* [What is being asked]: If an entry holds a picture, drop the picture and restate the rest word for word.

• • • • •

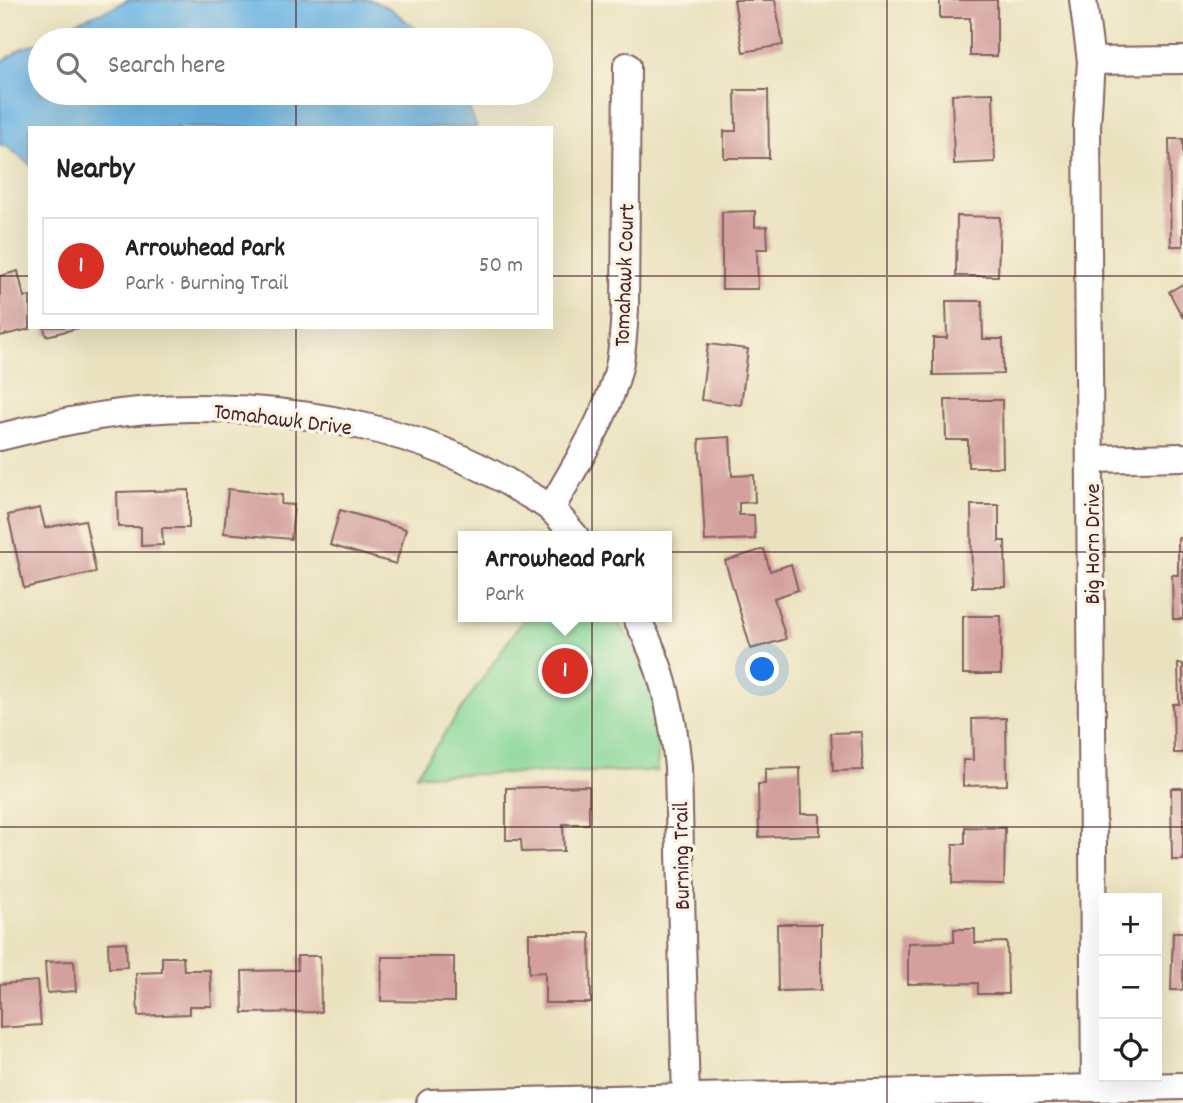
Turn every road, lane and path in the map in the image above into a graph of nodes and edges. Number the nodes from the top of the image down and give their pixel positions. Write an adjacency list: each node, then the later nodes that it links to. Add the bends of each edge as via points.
1 (1083, 0): 3 (street, Big Horn Drive)
2 (1183, 60): 3 (street)
3 (1091, 61): 7 (street, Big Horn Drive, via 1087,126)
4 (627, 66): 8 (street, Tomahawk Court, via 625,307 620,357 598,424)
5 (0, 437): 8 (street, Tomahawk Drive, via 122,412 260,410 335,421 411,440 503,478)
6 (1183, 457): 7 (street)
7 (1090, 459): 12 (street, Big Horn Drive)
8 (551, 509): 9 (street)
9 (571, 531)
10 (639, 622): 13 (street, Burning Trail, via 662,676 674,723)
11 (1183, 1086): 12 (street)
12 (1095, 1088): 13 (street)
13 (686, 1100): 14 (street)
14 (430, 1103)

• • • • •

* [Answer area]:
Turn every road, lane and path in the map in the image above into a graph of nodes and edges. Number the nodes from the top of the image down and give their pixel positions. Write an adjacency list: each node, then the later nodes that it links to. Add the bends of each edge as via points.
1 (1083, 0): 3 (street, Big Horn Drive)
2 (1183, 60): 3 (street)
3 (1091, 61): 7 (street, Big Horn Drive, via 1087,126)
4 (627, 66): 8 (street, Tomahawk Court, via 625,307 620,357 598,424)
5 (0, 437): 8 (street, Tomahawk Drive, via 122,412 260,410 335,421 411,440 503,478)
6 (1183, 457): 7 (street)
7 (1090, 459): 12 (street, Big Horn Drive)
8 (551, 509): 9 (street)
9 (571, 531)
10 (639, 622): 13 (street, Burning Trail, via 662,676 674,723)
11 (1183, 1086): 12 (street)
12 (1095, 1088): 13 (street)
13 (686, 1100): 14 (street)
14 (430, 1103)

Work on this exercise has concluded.